Re-MACing is required when packets called gratuitous ARP packets are not passed through the network. These packets are generated automatically when an IP address is added to an interface (as in a failover process). They announce a new mapping of an IP address to MAC address. This tells clients on the local subnet that a particular interface now has a particular IP address. Clients then update their internal ARP caches with the new MAC address for the IP address. (The IP address just moved from interface to interface.) When gratuitous ARP packets are not passed through the network, the internal ARP caches of subnet clients cannot be updated. In these cases, re-MACing is used. This moves the MAC address of the original interface to the new interface. Thus, both the IP address and the MAC address are moved to the new interface and the internal ARP caches of clients do not need updating.

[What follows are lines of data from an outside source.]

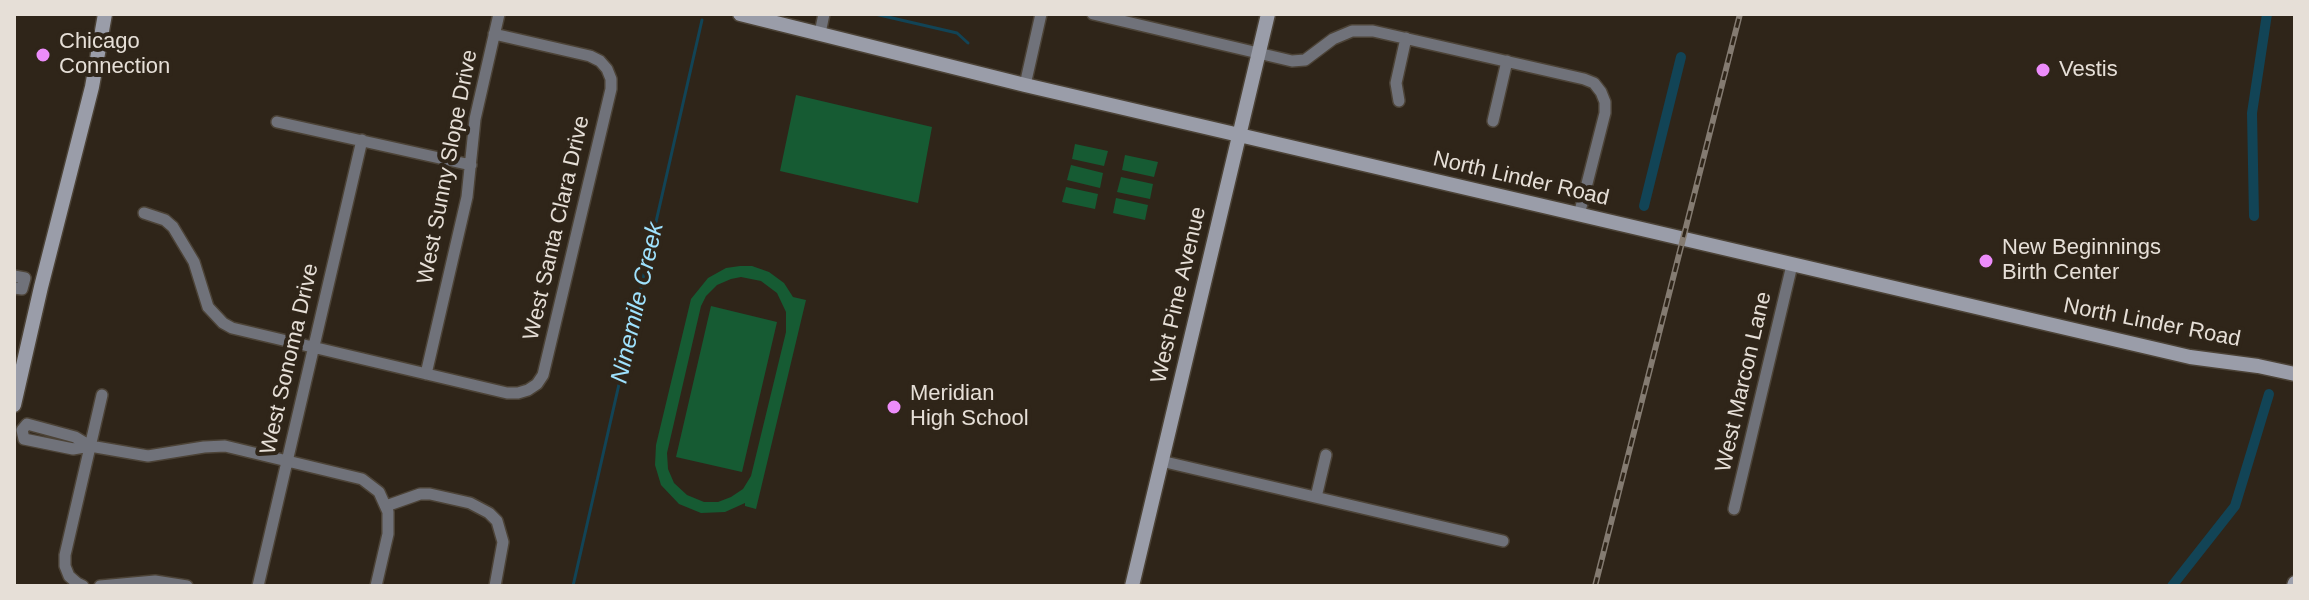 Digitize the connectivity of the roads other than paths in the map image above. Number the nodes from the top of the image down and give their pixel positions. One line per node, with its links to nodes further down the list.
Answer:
1 (105, 14): 24 (main road)
2 (499, 14): 9 (street, West Sunny Slope Drive)
3 (740, 14): 8 (main road, North Linder Road)
4 (824, 14): 8 (street)
5 (1041, 14): 13 (street)
6 (1093, 14): 11 (street)
7 (1268, 14): 11 (main road, West Pine Avenue)
8 (820, 33): 13 (main road, North Linder Road)
9 (494, 34): 19 (street, West Sunny Slope Drive); 26 (street, West Santa Clara Drive)
10 (1406, 38): 11 (street); 12 (street); 14 (street)
11 (1259, 53): 17 (main road, West Pine Avenue)
12 (1507, 61): 15 (street); 21 (street)
13 (1025, 85): 17 (main road, North Linder Road)
14 (1399, 101)
15 (1493, 121)
16 (277, 122): 18 (street)
17 (1239, 136): 21 (main road, North Linder Road); 34 (main road, West Pine Avenue)
18 (362, 140): 19 (street); 25 (street, West Sonoma Drive)
19 (471, 165): 26 (street, West Sunny Slope Drive)
20 (144, 213): 25 (street)
21 (1579, 215): 22 (main road, North Linder Road)
22 (1792, 265): 27 (main road, North Linder Road); 37 (street, West Marcon Lane)
23 (18, 282): 24 (street)
24 (41, 287): 29 (main road)
25 (314, 348): 26 (street); 33 (street, West Sonoma Drive)
26 (426, 374)
27 (2295, 374)
28 (102, 395): 31 (street)
29 (14, 405)
30 (18, 429): 31 (street)
31 (90, 446): 33 (street); 39 (street)
32 (1326, 455): 35 (street)
33 (287, 460): 36 (street); 42 (street, West Sonoma Drive)
34 (1161, 461): 35 (street); 45 (main road, West Pine Avenue)
35 (1316, 497): 38 (street)
36 (386, 506): 43 (street); 44 (street)
37 (1734, 509)
38 (1503, 541)
39 (83, 586)
40 (100, 586): 41 (street)
41 (187, 586)
42 (258, 586)
43 (376, 586)
44 (495, 586)
45 (1132, 586)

Re-MACing is not done by default; you must specify that it be done for each pair of primary and secondary interfaces that requires it. A procedure in the section Section 2.5.1 describes how you can determine whether re-MACing is required. In general, routers and PC/NFS clients may require re-MACing interfaces.
A side effect of re-MACing is that the original MAC address of an interface that has received a new MAC address is no longer available for use. Because of this, each network interface has to be backed up by a dedicated backup interface. This backup interface cannot be used by clients as a primary interface. (After a failover to this interface, packets sent to the original MAC address are ignored by every node on the network.) Each backup interface backs up only one network interface.
The Linux FailSafe cluster can include shared SCSI-based storage in the form of individual disks, RAID systems, or Fibre Channel storage systems.
With mirrored volumes on the disks in a RAID or Fibre Channel system, the device system should provide redundancy. No participation of the Linux FailSafe system software is required for a disk failure. If a disk controller fails, the Linux FailSafe system software initiates the failover process.
Figure 1-2, shows disk storage takeover on a two-node system. The surviving node takes over the shared disks and recovers the logical volumes and filesystems on the disks. This process is expedited by a filesystem such as ReiserFS or XFS, because of journaling technology that does not require the use of the fsck command for filesystem consistency checking.